Copy every line of the records below where the word "Amancaes" occurs.

Records shown:
--*--

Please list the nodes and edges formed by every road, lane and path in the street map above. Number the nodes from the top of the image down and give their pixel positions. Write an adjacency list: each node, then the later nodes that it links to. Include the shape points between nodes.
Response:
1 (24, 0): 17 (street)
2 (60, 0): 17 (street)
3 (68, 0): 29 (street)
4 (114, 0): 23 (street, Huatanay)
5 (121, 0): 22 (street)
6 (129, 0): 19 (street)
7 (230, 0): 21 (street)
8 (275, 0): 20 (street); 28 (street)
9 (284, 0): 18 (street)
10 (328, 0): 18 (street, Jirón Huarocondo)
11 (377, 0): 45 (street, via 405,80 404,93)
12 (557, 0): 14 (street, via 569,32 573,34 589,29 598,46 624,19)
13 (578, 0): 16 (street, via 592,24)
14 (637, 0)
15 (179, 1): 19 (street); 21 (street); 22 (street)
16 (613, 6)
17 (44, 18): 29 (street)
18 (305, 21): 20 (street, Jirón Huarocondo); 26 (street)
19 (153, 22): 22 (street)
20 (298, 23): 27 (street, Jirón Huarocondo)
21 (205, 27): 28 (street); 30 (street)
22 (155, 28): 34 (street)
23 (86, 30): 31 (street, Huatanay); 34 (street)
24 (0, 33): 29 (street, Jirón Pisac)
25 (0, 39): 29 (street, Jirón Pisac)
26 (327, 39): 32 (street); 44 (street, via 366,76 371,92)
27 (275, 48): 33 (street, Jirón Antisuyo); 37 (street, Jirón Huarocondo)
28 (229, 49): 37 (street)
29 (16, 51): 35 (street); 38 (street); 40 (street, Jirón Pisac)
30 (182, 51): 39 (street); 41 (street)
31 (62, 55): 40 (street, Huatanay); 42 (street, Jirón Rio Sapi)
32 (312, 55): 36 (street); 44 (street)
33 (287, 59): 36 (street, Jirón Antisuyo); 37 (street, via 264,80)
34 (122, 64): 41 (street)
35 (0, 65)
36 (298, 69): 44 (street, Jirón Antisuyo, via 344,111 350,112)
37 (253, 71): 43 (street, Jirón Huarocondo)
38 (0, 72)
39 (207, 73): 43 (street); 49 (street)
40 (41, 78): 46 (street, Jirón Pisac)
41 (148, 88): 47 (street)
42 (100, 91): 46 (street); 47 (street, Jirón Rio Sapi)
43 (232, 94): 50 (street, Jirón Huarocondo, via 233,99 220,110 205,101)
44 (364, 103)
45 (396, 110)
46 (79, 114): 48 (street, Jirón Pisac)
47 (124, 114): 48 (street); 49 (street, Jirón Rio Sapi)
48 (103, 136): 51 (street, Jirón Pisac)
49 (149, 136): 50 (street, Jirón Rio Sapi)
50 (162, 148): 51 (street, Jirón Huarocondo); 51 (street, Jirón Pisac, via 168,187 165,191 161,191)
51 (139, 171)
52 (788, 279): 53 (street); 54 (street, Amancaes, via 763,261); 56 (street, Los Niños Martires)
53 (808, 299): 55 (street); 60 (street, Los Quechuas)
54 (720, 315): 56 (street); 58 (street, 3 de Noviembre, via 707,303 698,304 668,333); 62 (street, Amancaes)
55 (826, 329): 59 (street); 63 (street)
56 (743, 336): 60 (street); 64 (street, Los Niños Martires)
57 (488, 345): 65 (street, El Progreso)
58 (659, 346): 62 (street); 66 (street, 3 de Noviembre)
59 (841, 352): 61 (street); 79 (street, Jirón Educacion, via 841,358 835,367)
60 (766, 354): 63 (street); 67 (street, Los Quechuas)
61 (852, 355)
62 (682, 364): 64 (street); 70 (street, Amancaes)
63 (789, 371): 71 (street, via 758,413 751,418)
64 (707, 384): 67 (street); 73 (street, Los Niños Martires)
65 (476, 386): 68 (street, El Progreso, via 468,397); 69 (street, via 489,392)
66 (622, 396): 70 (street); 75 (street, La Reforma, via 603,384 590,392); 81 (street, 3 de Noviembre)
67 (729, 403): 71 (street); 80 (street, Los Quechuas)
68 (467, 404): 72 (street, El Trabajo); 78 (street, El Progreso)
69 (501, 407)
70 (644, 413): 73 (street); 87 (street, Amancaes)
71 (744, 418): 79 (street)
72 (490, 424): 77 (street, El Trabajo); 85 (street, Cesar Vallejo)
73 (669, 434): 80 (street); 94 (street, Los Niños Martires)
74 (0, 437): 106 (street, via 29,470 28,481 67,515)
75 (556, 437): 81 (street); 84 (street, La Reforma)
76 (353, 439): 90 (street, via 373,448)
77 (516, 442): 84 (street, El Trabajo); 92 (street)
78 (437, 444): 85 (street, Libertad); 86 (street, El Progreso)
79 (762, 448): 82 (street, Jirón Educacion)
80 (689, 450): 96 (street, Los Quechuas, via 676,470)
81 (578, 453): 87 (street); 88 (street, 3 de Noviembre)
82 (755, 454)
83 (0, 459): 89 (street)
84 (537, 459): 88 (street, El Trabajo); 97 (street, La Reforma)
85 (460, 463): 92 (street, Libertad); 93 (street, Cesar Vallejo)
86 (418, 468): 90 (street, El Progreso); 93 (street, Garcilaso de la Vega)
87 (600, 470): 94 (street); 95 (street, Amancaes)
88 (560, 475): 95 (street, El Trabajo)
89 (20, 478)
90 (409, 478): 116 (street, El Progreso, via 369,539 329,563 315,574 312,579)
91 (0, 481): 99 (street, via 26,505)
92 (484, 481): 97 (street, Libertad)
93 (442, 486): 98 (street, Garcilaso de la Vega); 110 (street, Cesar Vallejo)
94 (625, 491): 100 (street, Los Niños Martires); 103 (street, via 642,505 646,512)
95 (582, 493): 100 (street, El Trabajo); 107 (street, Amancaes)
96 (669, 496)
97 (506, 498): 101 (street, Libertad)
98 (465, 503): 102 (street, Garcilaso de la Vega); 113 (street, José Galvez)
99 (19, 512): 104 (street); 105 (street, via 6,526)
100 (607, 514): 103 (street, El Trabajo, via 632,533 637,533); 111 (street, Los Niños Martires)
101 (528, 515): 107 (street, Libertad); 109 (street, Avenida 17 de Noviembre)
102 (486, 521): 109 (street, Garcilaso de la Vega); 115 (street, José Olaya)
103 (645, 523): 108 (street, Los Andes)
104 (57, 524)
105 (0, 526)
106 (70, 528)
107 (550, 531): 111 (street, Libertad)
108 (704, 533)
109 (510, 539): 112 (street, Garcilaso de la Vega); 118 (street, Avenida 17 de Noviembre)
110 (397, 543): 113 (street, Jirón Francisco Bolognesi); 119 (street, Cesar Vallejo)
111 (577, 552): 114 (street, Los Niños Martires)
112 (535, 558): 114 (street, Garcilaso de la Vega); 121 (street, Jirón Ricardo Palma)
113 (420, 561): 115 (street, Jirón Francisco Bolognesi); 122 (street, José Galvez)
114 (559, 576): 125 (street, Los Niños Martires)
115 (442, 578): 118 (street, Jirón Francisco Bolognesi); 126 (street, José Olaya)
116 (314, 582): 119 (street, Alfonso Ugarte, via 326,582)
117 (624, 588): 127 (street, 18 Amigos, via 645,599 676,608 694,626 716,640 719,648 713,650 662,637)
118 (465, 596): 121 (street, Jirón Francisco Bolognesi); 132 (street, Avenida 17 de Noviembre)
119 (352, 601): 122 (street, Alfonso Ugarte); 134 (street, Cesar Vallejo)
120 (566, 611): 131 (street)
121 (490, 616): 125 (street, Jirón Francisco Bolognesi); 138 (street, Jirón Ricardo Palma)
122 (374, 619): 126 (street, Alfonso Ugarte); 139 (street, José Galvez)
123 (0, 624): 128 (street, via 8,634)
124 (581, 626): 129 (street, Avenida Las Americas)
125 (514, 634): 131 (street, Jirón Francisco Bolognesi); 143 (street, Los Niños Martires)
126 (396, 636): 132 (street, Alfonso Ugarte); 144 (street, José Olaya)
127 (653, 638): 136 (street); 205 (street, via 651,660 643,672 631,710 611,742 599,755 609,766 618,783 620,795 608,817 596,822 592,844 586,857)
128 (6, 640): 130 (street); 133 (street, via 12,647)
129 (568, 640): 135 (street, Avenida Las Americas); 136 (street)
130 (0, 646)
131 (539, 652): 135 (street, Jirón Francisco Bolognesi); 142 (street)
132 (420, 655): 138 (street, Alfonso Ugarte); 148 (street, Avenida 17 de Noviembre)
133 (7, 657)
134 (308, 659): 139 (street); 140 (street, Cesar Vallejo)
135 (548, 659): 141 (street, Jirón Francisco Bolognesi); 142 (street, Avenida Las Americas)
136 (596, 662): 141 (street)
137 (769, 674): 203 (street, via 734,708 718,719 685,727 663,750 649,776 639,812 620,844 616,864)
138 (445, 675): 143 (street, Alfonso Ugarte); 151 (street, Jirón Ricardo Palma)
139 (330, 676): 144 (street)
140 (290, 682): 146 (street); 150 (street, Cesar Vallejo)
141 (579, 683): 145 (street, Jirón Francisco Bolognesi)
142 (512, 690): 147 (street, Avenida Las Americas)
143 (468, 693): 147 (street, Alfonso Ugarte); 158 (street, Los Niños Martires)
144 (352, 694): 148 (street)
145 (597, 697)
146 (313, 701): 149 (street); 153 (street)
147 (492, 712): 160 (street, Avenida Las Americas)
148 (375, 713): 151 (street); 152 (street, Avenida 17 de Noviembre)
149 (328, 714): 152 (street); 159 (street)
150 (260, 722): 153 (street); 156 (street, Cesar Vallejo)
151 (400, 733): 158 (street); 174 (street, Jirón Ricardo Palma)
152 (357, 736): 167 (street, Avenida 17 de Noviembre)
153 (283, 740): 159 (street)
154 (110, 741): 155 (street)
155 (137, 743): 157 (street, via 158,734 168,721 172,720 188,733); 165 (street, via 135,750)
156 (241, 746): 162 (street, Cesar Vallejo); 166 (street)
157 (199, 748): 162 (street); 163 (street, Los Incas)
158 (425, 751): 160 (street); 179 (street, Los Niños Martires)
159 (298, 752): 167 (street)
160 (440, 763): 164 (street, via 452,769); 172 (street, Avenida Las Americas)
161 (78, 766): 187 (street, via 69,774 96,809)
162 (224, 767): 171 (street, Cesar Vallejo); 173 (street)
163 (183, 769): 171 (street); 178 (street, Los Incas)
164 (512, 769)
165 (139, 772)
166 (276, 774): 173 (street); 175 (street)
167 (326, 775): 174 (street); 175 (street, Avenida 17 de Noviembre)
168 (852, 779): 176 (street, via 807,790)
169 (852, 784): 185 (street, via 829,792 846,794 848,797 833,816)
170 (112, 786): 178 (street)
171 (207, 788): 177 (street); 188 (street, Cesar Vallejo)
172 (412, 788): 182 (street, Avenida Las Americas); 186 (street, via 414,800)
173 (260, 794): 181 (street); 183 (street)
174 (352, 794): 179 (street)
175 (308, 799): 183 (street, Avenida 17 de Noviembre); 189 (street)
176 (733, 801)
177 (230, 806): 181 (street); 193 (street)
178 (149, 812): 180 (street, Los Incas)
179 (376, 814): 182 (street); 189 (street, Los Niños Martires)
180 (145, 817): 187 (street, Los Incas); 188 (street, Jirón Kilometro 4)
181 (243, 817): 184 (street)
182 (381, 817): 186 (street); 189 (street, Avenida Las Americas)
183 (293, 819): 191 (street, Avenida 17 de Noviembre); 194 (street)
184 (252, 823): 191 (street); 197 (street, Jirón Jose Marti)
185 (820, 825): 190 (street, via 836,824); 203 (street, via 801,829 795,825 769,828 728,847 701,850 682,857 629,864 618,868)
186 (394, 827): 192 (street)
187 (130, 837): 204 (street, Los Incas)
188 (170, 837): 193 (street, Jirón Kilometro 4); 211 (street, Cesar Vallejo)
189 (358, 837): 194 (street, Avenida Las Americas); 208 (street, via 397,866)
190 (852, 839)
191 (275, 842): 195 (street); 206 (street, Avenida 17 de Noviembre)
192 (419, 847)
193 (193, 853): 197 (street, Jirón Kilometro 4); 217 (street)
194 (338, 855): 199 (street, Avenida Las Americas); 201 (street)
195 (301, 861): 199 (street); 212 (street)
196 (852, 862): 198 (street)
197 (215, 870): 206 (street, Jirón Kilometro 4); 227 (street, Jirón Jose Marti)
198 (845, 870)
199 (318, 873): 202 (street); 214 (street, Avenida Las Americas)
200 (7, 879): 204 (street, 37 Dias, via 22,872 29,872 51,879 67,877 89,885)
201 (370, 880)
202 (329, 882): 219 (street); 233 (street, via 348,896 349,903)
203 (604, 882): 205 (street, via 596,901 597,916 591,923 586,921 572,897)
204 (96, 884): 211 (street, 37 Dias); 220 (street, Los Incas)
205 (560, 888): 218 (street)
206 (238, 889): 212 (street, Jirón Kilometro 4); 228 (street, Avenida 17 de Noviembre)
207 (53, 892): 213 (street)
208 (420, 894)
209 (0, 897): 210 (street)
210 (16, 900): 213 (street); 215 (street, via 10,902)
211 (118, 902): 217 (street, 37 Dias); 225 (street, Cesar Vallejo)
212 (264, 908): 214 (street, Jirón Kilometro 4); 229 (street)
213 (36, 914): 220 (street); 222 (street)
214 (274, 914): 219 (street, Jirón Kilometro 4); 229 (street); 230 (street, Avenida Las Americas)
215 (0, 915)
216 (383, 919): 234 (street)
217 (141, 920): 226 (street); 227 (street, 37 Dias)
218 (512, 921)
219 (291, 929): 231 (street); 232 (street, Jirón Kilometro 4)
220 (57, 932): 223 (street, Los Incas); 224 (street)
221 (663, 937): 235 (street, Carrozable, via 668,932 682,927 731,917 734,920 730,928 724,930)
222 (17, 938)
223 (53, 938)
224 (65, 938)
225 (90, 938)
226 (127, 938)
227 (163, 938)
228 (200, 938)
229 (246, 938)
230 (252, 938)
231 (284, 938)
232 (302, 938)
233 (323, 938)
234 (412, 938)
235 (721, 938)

--*--

Solved problem:
52 (788, 279): 53 (street); 54 (street, Amancaes, via 763,261); 56 (street, Los Niños Martires)
54 (720, 315): 56 (street); 58 (street, 3 de Noviembre, via 707,303 698,304 668,333); 62 (street, Amancaes)
62 (682, 364): 64 (street); 70 (street, Amancaes)
70 (644, 413): 73 (street); 87 (street, Amancaes)
87 (600, 470): 94 (street); 95 (street, Amancaes)
95 (582, 493): 100 (street, El Trabajo); 107 (street, Amancaes)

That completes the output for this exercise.